In the entries below, find the lines with the word "dead" and copy them.

DATA FOR REVIEW:
================================

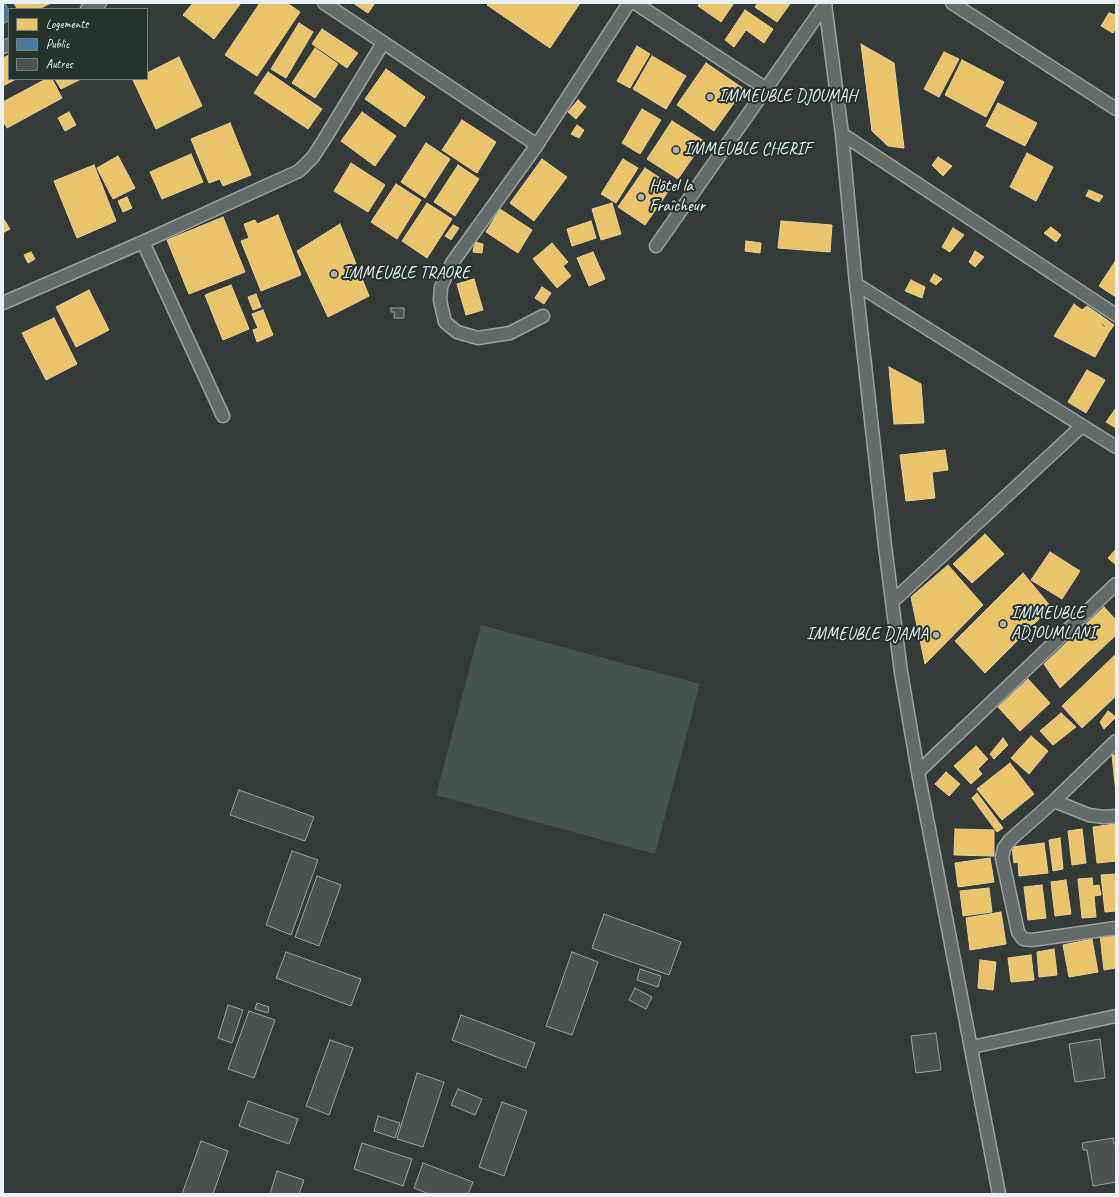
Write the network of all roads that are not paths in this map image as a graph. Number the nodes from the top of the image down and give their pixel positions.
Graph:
1 (100, 3) edge
2 (324, 3) edge
3 (629, 3) edge
4 (635, 3) edge
5 (952, 3) edge
6 (825, 4) edge
7 (89, 8) edge
8 (383, 43) junction
9 (765, 88) junction
10 (1116, 109) edge
11 (842, 134) junction
12 (537, 145) junction
13 (143, 242) junction
14 (656, 246) dead end
15 (856, 284) junction
16 (3, 303) edge
17 (1116, 315) edge
18 (543, 316) dead end
19 (223, 416) dead end
20 (1082, 426) junction
21 (1116, 447) edge
22 (1114, 588) edge
23 (892, 602) junction
24 (1116, 741) edge
25 (918, 772) junction
26 (1054, 801) junction
27 (1116, 816) edge
28 (1116, 928) edge
29 (1116, 1016) edge
30 (972, 1047) junction
31 (999, 1194) edge

1 - 7 street
2 - 8 street
3 - 12 street
4 - 9 street
5 - 10 street
6 - 9 street
6 - 11 street
8 - 12 street
8 - 13 street
9 - 14 street
11 - 15 street
11 - 17 street
12 - 18 street
13 - 16 street
13 - 19 street
15 - 20 street
15 - 23 street
20 - 21 street
20 - 23 street
22 - 25 street
23 - 25 street
24 - 26 street
25 - 30 street
26 - 27 street
26 - 28 street
29 - 30 street
30 - 31 street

================================

EXERCISE SOLUTION:
14 (656, 246) dead end
18 (543, 316) dead end
19 (223, 416) dead end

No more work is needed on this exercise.